We execute research projects,

consumer App development projects

and contract software development


Our projects

Haga Hospital

 Chasing early signs of atriumfibrillation in fitness tracker time series data

HR and HRV analysis

Chasing for patterns of atrium fibrillation (AF) and heart failure (HF) in HR and HRV time series data. Sophisticated machine learning tools are applied to in debt analyse the data. Long short term memory routines take early signs into consideration and facilitate the prediction of future episodes of AF. 

Value

This study is of importance for cardiac research because it takes behaviour into account while studying heart diseases. Predictive capabilities of the machine learning tools enables home monitoring of cardiac patients and reduces unneccessary hospital visits

SmartMed

Medicine safety monitoring with bio-feedback

Chasing adverse drug events with in cardiac patients with bio-feedback

Annually adverse drug events cause 40.000 preventable day care treatments in the Netherlands. This research project anticipates to create ML classification models to identify and predict cases of adverse drug events.

Value

Preventable adverse drug events do charge the Dutch healthcare ecosystem an annual amount of 85 mln euro. An enormous burden for patients, care takers, insurers and at the end of the day: society. Fitness tracker data will be analysed bij machine learning algorithms and assessed by pharmaceutical experts. Potentially reducing healthcare costs and casualties.

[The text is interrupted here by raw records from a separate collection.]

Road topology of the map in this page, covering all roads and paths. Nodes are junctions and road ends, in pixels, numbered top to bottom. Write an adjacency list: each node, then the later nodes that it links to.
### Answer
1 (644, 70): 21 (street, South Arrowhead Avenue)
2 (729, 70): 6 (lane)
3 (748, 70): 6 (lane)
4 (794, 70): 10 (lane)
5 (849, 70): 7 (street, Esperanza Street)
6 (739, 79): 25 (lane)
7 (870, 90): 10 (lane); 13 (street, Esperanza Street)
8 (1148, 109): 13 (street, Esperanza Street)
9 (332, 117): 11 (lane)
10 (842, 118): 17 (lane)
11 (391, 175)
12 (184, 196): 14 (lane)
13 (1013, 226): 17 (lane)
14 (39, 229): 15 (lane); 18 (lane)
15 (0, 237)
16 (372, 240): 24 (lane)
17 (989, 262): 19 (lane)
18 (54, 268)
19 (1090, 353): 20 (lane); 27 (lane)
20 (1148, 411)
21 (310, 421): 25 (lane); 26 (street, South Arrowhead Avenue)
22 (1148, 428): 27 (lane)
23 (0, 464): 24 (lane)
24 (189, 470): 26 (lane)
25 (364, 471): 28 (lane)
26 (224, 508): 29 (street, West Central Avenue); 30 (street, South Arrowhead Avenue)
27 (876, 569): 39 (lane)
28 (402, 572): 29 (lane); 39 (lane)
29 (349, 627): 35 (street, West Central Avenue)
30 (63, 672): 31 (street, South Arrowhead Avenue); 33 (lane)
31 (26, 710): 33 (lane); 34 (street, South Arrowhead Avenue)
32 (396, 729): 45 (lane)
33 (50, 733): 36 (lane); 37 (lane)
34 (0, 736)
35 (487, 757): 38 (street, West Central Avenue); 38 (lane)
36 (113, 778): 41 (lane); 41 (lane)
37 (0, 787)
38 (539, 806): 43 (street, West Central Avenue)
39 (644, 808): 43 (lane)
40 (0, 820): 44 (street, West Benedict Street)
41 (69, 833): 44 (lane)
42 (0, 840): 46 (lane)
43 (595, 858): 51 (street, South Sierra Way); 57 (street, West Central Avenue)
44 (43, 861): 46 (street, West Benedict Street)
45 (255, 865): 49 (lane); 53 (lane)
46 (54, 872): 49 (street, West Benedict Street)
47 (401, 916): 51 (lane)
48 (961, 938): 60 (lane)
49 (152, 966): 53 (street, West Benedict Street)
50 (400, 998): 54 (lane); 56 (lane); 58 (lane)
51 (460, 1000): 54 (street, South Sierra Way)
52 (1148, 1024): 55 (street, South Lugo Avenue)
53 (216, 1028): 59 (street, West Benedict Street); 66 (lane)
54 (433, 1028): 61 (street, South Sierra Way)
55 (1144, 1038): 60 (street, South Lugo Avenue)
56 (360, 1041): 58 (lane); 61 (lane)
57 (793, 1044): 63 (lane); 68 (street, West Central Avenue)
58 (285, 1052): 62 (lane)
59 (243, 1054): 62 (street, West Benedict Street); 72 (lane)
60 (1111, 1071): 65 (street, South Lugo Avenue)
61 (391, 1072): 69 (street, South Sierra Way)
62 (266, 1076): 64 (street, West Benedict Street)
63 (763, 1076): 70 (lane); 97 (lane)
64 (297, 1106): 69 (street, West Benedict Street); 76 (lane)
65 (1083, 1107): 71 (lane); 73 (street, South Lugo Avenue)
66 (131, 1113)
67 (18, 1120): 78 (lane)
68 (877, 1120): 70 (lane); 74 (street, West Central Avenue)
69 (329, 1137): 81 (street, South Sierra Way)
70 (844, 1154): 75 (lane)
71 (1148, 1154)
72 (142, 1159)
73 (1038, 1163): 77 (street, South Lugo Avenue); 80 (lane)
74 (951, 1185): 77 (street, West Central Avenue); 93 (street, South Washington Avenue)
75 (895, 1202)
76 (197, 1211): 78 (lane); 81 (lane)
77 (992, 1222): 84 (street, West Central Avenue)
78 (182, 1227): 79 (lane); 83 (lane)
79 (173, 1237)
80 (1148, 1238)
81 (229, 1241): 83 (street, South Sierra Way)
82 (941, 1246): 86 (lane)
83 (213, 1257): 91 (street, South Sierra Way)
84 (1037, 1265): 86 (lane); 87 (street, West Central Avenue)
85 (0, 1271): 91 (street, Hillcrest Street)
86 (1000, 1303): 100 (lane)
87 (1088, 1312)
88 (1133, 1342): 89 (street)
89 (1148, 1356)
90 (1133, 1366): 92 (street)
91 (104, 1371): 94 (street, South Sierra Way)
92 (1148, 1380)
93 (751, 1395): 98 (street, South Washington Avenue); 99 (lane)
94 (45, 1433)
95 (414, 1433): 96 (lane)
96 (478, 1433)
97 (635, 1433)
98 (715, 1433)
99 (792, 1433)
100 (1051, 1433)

Delft Technical University

In dept study of machine learning algorithms like 
LSTM, Autoencoder and Classification models

Machine Learning tools chasing diseases with highest sensitivity and specificity

Sensitivity and specificity play vital roles in evaluating the accuracy and reliability of a diagnostic model. These elements co-exist and together inform the strengths and shortcomings of a model. 

Value

The value of this study lies in the fundamental importance to find episodes in the time series data that bear the information pointing towards AF. Studies have demonstrated the possibility to detect AF from high frequency (>125Hz) PPG signals utilyzing LSTM-CNN algorithms. If AF can be detected however from simple fitness tracker data, the societal importance will be huge. Because as a cardiac disease, AF implies a substantial individual and societal burden.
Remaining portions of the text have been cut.